好きなものがあると云うことは、嫌いなものがあると云うことであり、その周囲にはそれらの判別がつかないものと、判別をつけていないものがわんさとあるわけだ。判別をつけていないのに期首から既に嫌いな分類に入れるケースを一般的には喰わず嫌いと呼ぶ。食と云う字を充てるだけあってその対象が飲食物の場合は分かりやすい。個人における酒類の好みや被服の好みなどは、まず保守路線ありきなので、喰わず嫌いはきわめて真っ当に市民権を得ていると解釈出来る。
ここで前出のものほどではないにしろ、やはり好みが重要なファクターになるジャンルがある。それは読書である。全方位に延べて気にせずオールウェルカムで臨めば誠に結構だろうが現実はそうはならないし、指向性を持たない読書はただの情報収集行為であり読書とは呼べまい。それはやがて好むと好まざるにかかわらず、ジャンルや作家が選定され自身の中で自然整理が付いてゆくものなのだ。
村上春樹はずっと遠ざけてきた。ノルウェイの森が売れた頃、チラと読んだがそれきり止めた。難解だったのと何となくいけ好かない野郎だと云う印象が付いたからだった。自分で勝手に烙印を押したくせに再度取り組みを始めたのには理由がある。ノーベル文学賞候補になるような作家の作品とはいったいどのようなものなのか。私らしくミーハーで安っぽい動機ではある。
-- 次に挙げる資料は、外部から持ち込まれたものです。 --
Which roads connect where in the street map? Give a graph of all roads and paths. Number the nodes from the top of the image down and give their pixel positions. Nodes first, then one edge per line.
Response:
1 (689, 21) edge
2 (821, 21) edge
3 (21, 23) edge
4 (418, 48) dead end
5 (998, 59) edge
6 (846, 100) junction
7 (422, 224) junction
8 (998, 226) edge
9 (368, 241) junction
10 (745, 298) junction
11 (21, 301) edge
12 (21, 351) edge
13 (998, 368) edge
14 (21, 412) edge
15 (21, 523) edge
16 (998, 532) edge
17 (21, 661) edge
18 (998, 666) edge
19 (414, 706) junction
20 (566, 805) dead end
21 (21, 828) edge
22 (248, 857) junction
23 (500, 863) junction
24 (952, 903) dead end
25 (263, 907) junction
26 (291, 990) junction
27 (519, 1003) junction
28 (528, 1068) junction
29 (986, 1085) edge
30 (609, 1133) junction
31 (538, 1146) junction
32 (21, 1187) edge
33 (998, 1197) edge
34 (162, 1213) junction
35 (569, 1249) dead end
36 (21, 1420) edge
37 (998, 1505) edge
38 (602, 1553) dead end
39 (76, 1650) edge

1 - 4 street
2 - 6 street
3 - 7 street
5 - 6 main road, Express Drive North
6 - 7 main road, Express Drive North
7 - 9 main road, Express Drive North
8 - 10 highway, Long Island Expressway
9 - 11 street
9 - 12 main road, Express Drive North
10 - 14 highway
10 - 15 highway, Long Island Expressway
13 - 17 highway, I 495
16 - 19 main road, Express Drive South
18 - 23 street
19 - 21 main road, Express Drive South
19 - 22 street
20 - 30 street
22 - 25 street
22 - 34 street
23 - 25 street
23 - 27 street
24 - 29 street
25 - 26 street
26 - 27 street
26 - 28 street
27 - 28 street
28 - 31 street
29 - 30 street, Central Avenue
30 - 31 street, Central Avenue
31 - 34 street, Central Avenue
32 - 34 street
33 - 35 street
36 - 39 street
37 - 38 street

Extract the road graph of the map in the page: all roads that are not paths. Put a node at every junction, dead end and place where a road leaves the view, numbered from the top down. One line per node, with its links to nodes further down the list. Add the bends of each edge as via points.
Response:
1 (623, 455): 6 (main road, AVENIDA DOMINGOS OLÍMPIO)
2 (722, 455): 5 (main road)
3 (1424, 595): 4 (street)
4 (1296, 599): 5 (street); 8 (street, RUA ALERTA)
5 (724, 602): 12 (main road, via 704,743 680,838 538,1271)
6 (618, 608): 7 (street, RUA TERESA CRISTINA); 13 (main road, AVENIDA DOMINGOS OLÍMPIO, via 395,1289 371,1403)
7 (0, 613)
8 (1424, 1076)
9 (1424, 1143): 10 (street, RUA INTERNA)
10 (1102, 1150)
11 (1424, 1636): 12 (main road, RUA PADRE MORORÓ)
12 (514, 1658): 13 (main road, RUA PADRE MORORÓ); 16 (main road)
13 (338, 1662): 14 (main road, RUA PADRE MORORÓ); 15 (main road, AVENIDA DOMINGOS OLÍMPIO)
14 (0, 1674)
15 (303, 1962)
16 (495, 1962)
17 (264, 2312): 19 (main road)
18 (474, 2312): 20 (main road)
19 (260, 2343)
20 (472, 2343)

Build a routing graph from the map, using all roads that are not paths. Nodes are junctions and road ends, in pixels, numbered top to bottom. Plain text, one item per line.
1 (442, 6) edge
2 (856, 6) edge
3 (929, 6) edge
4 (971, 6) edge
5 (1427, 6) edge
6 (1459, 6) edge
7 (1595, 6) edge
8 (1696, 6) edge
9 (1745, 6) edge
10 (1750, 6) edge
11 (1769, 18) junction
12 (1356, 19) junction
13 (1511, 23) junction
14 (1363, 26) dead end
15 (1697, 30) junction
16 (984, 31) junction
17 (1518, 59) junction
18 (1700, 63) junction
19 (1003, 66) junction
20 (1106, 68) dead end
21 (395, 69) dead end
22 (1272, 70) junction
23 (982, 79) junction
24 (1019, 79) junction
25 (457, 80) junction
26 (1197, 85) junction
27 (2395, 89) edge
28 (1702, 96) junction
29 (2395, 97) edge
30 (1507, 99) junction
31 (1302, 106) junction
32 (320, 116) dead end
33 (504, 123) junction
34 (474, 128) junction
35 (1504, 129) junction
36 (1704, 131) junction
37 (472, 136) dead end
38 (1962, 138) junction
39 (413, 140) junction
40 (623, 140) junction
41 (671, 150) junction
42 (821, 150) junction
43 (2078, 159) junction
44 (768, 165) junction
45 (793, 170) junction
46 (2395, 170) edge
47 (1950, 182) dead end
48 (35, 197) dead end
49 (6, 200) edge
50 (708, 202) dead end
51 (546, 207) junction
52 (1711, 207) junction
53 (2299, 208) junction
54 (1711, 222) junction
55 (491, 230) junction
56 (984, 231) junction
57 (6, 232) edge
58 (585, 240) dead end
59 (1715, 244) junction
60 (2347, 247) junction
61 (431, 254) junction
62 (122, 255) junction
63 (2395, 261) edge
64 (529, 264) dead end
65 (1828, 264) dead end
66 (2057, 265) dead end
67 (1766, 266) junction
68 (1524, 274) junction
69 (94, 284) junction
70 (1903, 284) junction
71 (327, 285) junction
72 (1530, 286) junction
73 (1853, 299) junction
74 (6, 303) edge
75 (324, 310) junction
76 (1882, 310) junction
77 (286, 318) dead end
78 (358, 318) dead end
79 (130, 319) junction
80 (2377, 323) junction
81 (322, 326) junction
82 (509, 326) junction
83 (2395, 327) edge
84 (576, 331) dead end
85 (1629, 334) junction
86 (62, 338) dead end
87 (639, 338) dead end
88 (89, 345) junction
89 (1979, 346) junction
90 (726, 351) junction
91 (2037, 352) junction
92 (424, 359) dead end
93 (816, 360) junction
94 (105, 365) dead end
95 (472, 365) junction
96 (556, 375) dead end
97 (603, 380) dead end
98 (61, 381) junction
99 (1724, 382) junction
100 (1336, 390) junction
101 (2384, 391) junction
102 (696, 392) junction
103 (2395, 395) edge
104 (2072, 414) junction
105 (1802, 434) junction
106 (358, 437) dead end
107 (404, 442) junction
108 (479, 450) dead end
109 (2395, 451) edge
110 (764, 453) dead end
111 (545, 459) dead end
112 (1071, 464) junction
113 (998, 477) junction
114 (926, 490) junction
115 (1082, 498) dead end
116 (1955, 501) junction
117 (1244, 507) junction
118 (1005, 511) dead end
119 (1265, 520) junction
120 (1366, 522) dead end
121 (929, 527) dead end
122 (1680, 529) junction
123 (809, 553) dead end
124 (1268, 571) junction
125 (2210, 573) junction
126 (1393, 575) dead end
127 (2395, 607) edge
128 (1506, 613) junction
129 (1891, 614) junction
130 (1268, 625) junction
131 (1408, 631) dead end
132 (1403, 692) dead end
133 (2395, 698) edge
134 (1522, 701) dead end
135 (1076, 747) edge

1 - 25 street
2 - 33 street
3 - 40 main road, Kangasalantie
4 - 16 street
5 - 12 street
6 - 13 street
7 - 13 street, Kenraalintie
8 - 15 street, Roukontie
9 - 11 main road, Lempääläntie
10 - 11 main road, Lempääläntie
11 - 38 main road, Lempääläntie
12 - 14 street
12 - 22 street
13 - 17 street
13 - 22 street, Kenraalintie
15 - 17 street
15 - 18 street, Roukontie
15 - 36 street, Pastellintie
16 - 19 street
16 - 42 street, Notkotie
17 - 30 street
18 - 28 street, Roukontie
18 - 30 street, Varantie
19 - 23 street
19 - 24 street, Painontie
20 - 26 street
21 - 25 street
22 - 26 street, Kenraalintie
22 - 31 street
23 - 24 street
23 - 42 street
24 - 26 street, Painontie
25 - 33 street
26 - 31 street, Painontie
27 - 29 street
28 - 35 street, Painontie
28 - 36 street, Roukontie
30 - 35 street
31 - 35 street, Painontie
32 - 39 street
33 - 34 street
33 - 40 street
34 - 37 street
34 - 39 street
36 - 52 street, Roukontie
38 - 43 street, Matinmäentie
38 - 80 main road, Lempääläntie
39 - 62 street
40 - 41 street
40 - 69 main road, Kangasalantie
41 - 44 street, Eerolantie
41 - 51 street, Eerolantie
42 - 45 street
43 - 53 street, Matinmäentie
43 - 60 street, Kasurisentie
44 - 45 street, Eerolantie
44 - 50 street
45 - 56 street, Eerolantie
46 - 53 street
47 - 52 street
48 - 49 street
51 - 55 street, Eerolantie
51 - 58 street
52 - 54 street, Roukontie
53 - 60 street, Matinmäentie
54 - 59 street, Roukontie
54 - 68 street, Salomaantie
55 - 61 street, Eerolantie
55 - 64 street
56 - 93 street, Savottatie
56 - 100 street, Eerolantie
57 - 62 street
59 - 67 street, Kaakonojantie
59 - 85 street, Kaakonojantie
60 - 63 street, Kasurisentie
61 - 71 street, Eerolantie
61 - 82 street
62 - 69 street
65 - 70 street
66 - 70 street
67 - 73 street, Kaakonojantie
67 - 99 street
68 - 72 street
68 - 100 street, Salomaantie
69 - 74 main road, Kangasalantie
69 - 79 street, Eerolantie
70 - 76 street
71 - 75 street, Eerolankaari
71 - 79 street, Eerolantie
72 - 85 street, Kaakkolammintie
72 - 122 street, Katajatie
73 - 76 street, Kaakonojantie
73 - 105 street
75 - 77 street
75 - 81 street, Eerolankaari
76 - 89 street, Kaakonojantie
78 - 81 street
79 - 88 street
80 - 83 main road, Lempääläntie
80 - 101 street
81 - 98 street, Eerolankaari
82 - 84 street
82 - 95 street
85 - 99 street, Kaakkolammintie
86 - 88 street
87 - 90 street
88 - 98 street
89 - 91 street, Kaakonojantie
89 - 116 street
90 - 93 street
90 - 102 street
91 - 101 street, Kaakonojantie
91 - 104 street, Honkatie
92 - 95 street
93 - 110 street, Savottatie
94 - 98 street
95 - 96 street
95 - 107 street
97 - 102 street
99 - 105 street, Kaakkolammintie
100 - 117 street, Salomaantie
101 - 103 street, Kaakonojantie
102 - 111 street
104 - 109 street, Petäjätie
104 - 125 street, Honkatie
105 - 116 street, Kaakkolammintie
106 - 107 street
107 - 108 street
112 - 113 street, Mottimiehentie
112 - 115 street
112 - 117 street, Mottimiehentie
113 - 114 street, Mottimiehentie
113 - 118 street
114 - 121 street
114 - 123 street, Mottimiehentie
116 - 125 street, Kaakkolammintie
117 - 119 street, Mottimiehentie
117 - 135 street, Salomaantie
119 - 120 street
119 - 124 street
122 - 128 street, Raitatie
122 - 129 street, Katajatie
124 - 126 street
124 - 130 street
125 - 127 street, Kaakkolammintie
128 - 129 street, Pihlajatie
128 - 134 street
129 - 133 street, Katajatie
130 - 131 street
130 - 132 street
おかげさまでいけ好かない野郎にすっかりハマってしまっている。おまえはブタだろう何故ヒツジなのだと問うていたら何時の間にやら広い緑の草原に白いソファーを置いてビールを飲んでいるおっさんがひとり。何と云うことだ。早速羊の一味に捕らわれてしまった。この人にハマると他のものが読めなくなるなどと云われているらしいが噂は本当のような気がしてきた。誰か助けてくれい。